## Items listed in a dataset
+--

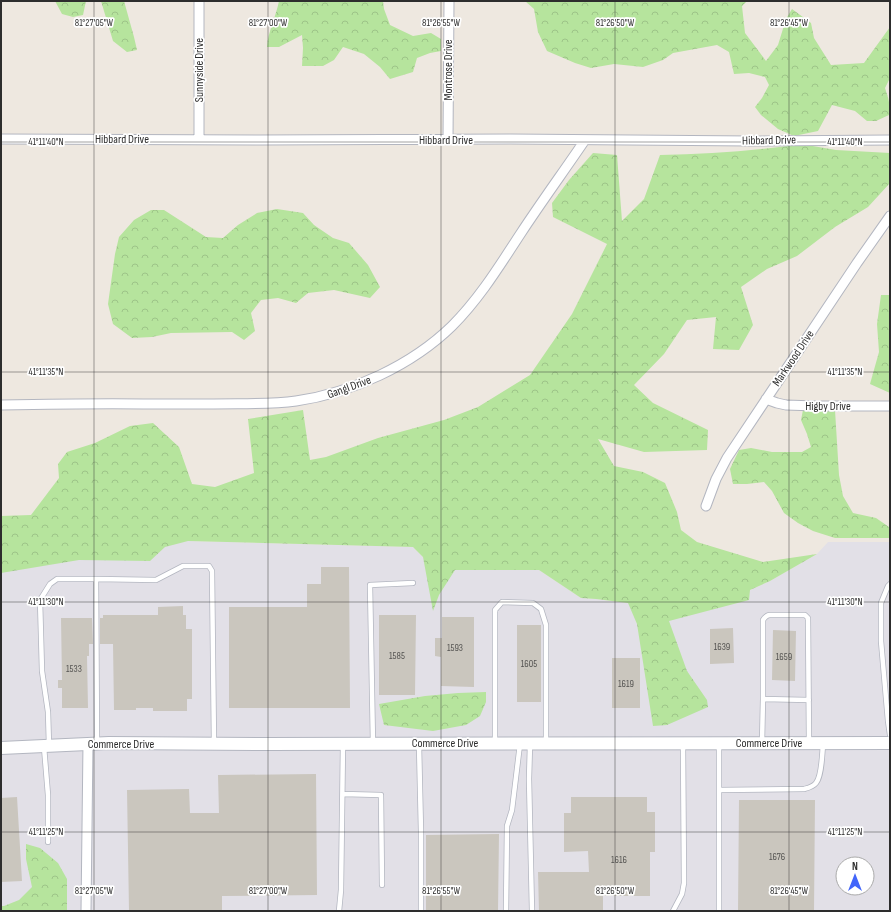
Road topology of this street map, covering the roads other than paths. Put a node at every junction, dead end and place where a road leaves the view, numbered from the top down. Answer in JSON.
{"nodes":[{"id":1,"x":200,"y":1,"type":"edge"},
{"id":2,"x":448,"y":1,"type":"edge"},
{"id":3,"x":1,"y":138,"type":"edge"},
{"id":4,"x":199,"y":140,"type":"junction"},
{"id":5,"x":448,"y":140,"type":"junction"},
{"id":6,"x":584,"y":140,"type":"junction"},
{"id":7,"x":890,"y":140,"type":"edge"},
{"id":8,"x":890,"y":216,"type":"edge"},
{"id":9,"x":766,"y":399,"type":"junction"},
{"id":10,"x":1,"y":405,"type":"edge"},
{"id":11,"x":890,"y":406,"type":"edge"},
{"id":12,"x":706,"y":506,"type":"dead end"},
{"id":13,"x":96,"y":579,"type":"junction"},
{"id":14,"x":413,"y":583,"type":"dead end"},
{"id":15,"x":890,"y":584,"type":"edge"},
{"id":16,"x":763,"y":699,"type":"junction"},
{"id":17,"x":809,"y":700,"type":"junction"},
{"id":18,"x":890,"y":734,"type":"edge"},
{"id":19,"x":419,"y":743,"type":"junction"},
{"id":20,"x":495,"y":743,"type":"junction"},
{"id":21,"x":525,"y":743,"type":"junction"},
{"id":22,"x":546,"y":743,"type":"junction"},
{"id":23,"x":683,"y":743,"type":"junction"},
{"id":24,"x":719,"y":743,"type":"junction"},
{"id":25,"x":762,"y":743,"type":"junction"},
{"id":26,"x":809,"y":743,"type":"junction"},
{"id":27,"x":823,"y":743,"type":"junction"},
{"id":28,"x":890,"y":743,"type":"edge"},
{"id":29,"x":93,"y":744,"type":"junction"},
{"id":30,"x":214,"y":744,"type":"junction"},
{"id":31,"x":343,"y":744,"type":"junction"},
{"id":32,"x":373,"y":744,"type":"junction"},
{"id":33,"x":46,"y":746,"type":"junction"},
{"id":34,"x":1,"y":748,"type":"edge"},
{"id":35,"x":719,"y":790,"type":"junction"},
{"id":36,"x":343,"y":794,"type":"junction"},
{"id":37,"x":48,"y":842,"type":"dead end"},
{"id":38,"x":382,"y":885,"type":"dead end"},
{"id":39,"x":86,"y":911,"type":"edge"},
{"id":40,"x":339,"y":911,"type":"edge"},
{"id":41,"x":421,"y":911,"type":"edge"},
{"id":42,"x":506,"y":911,"type":"edge"},
{"id":43,"x":532,"y":911,"type":"edge"},
{"id":44,"x":673,"y":911,"type":"edge"},
{"id":45,"x":719,"y":911,"type":"edge"}],
"edges":[{"from":1,"to":4,"type":"street","name":"Sunnyside Drive"},
{"from":2,"to":5,"type":"street","name":"Montrose Drive"},
{"from":3,"to":4,"type":"street","name":"Hibbard Drive"},
{"from":4,"to":5,"type":"street","name":"Hibbard Drive"},
{"from":5,"to":6,"type":"street","name":"Hibbard Drive"},
{"from":6,"to":7,"type":"street","name":"Hibbard Drive"},
{"from":6,"to":10,"type":"street","name":"Gangl Drive"},
{"from":8,"to":9,"type":"street","name":"Markwood Drive"},
{"from":9,"to":11,"type":"street","name":"Higby Drive"},
{"from":9,"to":12,"type":"street","name":"Markwood Drive"},
{"from":13,"to":29,"type":"lane"},
{"from":13,"to":30,"type":"lane"},
{"from":13,"to":33,"type":"lane"},
{"from":14,"to":32,"type":"lane"},
{"from":15,"to":18,"type":"lane"},
{"from":16,"to":17,"type":"lane"},
{"from":16,"to":17,"type":"lane"},
{"from":16,"to":25,"type":"lane"},
{"from":17,"to":26,"type":"lane"},
{"from":19,"to":20,"type":"street","name":"Commerce Drive"},
{"from":19,"to":32,"type":"street","name":"Commerce Drive"},
{"from":19,"to":41,"type":"lane"},
{"from":20,"to":21,"type":"street","name":"Commerce Drive"},
{"from":20,"to":22,"type":"lane"},
{"from":21,"to":22,"type":"street","name":"Commerce Drive"},
{"from":21,"to":42,"type":"lane"},
{"from":21,"to":43,"type":"lane"},
{"from":22,"to":23,"type":"street","name":"Commerce Drive"},
{"from":23,"to":24,"type":"street","name":"Commerce Drive"},
{"from":23,"to":44,"type":"lane"},
{"from":24,"to":25,"type":"street","name":"Commerce Drive"},
{"from":24,"to":35,"type":"lane"},
{"from":25,"to":26,"type":"street","name":"Commerce Drive"},
{"from":26,"to":27,"type":"street","name":"Commerce Drive"},
{"from":27,"to":28,"type":"street","name":"Commerce Drive"},
{"from":27,"to":35,"type":"lane"},
{"from":29,"to":30,"type":"street","name":"Commerce Drive"},
{"from":29,"to":33,"type":"street","name":"Commerce Drive"},
{"from":29,"to":39,"type":"street"},
{"from":30,"to":31,"type":"street","name":"Commerce Drive"},
{"from":31,"to":32,"type":"street","name":"Commerce Drive"},
{"from":31,"to":36,"type":"lane"},
{"from":33,"to":34,"type":"street","name":"Commerce Drive"},
{"from":33,"to":37,"type":"lane"},
{"from":35,"to":45,"type":"lane"},
{"from":36,"to":38,"type":"lane"},
{"from":36,"to":40,"type":"lane"}]}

+--

## Exercise objective
The data above are to be repeated word for word, with any pictures left out.

## Answer box
Road topology of this street map, covering the roads other than paths. Put a node at every junction, dead end and place where a road leaves the view, numbered from the top down. Answer in JSON.
{"nodes":[{"id":1,"x":200,"y":1,"type":"edge"},
{"id":2,"x":448,"y":1,"type":"edge"},
{"id":3,"x":1,"y":138,"type":"edge"},
{"id":4,"x":199,"y":140,"type":"junction"},
{"id":5,"x":448,"y":140,"type":"junction"},
{"id":6,"x":584,"y":140,"type":"junction"},
{"id":7,"x":890,"y":140,"type":"edge"},
{"id":8,"x":890,"y":216,"type":"edge"},
{"id":9,"x":766,"y":399,"type":"junction"},
{"id":10,"x":1,"y":405,"type":"edge"},
{"id":11,"x":890,"y":406,"type":"edge"},
{"id":12,"x":706,"y":506,"type":"dead end"},
{"id":13,"x":96,"y":579,"type":"junction"},
{"id":14,"x":413,"y":583,"type":"dead end"},
{"id":15,"x":890,"y":584,"type":"edge"},
{"id":16,"x":763,"y":699,"type":"junction"},
{"id":17,"x":809,"y":700,"type":"junction"},
{"id":18,"x":890,"y":734,"type":"edge"},
{"id":19,"x":419,"y":743,"type":"junction"},
{"id":20,"x":495,"y":743,"type":"junction"},
{"id":21,"x":525,"y":743,"type":"junction"},
{"id":22,"x":546,"y":743,"type":"junction"},
{"id":23,"x":683,"y":743,"type":"junction"},
{"id":24,"x":719,"y":743,"type":"junction"},
{"id":25,"x":762,"y":743,"type":"junction"},
{"id":26,"x":809,"y":743,"type":"junction"},
{"id":27,"x":823,"y":743,"type":"junction"},
{"id":28,"x":890,"y":743,"type":"edge"},
{"id":29,"x":93,"y":744,"type":"junction"},
{"id":30,"x":214,"y":744,"type":"junction"},
{"id":31,"x":343,"y":744,"type":"junction"},
{"id":32,"x":373,"y":744,"type":"junction"},
{"id":33,"x":46,"y":746,"type":"junction"},
{"id":34,"x":1,"y":748,"type":"edge"},
{"id":35,"x":719,"y":790,"type":"junction"},
{"id":36,"x":343,"y":794,"type":"junction"},
{"id":37,"x":48,"y":842,"type":"dead end"},
{"id":38,"x":382,"y":885,"type":"dead end"},
{"id":39,"x":86,"y":911,"type":"edge"},
{"id":40,"x":339,"y":911,"type":"edge"},
{"id":41,"x":421,"y":911,"type":"edge"},
{"id":42,"x":506,"y":911,"type":"edge"},
{"id":43,"x":532,"y":911,"type":"edge"},
{"id":44,"x":673,"y":911,"type":"edge"},
{"id":45,"x":719,"y":911,"type":"edge"}],
"edges":[{"from":1,"to":4,"type":"street","name":"Sunnyside Drive"},
{"from":2,"to":5,"type":"street","name":"Montrose Drive"},
{"from":3,"to":4,"type":"street","name":"Hibbard Drive"},
{"from":4,"to":5,"type":"street","name":"Hibbard Drive"},
{"from":5,"to":6,"type":"street","name":"Hibbard Drive"},
{"from":6,"to":7,"type":"street","name":"Hibbard Drive"},
{"from":6,"to":10,"type":"street","name":"Gangl Drive"},
{"from":8,"to":9,"type":"street","name":"Markwood Drive"},
{"from":9,"to":11,"type":"street","name":"Higby Drive"},
{"from":9,"to":12,"type":"street","name":"Markwood Drive"},
{"from":13,"to":29,"type":"lane"},
{"from":13,"to":30,"type":"lane"},
{"from":13,"to":33,"type":"lane"},
{"from":14,"to":32,"type":"lane"},
{"from":15,"to":18,"type":"lane"},
{"from":16,"to":17,"type":"lane"},
{"from":16,"to":17,"type":"lane"},
{"from":16,"to":25,"type":"lane"},
{"from":17,"to":26,"type":"lane"},
{"from":19,"to":20,"type":"street","name":"Commerce Drive"},
{"from":19,"to":32,"type":"street","name":"Commerce Drive"},
{"from":19,"to":41,"type":"lane"},
{"from":20,"to":21,"type":"street","name":"Commerce Drive"},
{"from":20,"to":22,"type":"lane"},
{"from":21,"to":22,"type":"street","name":"Commerce Drive"},
{"from":21,"to":42,"type":"lane"},
{"from":21,"to":43,"type":"lane"},
{"from":22,"to":23,"type":"street","name":"Commerce Drive"},
{"from":23,"to":24,"type":"street","name":"Commerce Drive"},
{"from":23,"to":44,"type":"lane"},
{"from":24,"to":25,"type":"street","name":"Commerce Drive"},
{"from":24,"to":35,"type":"lane"},
{"from":25,"to":26,"type":"street","name":"Commerce Drive"},
{"from":26,"to":27,"type":"street","name":"Commerce Drive"},
{"from":27,"to":28,"type":"street","name":"Commerce Drive"},
{"from":27,"to":35,"type":"lane"},
{"from":29,"to":30,"type":"street","name":"Commerce Drive"},
{"from":29,"to":33,"type":"street","name":"Commerce Drive"},
{"from":29,"to":39,"type":"street"},
{"from":30,"to":31,"type":"street","name":"Commerce Drive"},
{"from":31,"to":32,"type":"street","name":"Commerce Drive"},
{"from":31,"to":36,"type":"lane"},
{"from":33,"to":34,"type":"street","name":"Commerce Drive"},
{"from":33,"to":37,"type":"lane"},
{"from":35,"to":45,"type":"lane"},
{"from":36,"to":38,"type":"lane"},
{"from":36,"to":40,"type":"lane"}]}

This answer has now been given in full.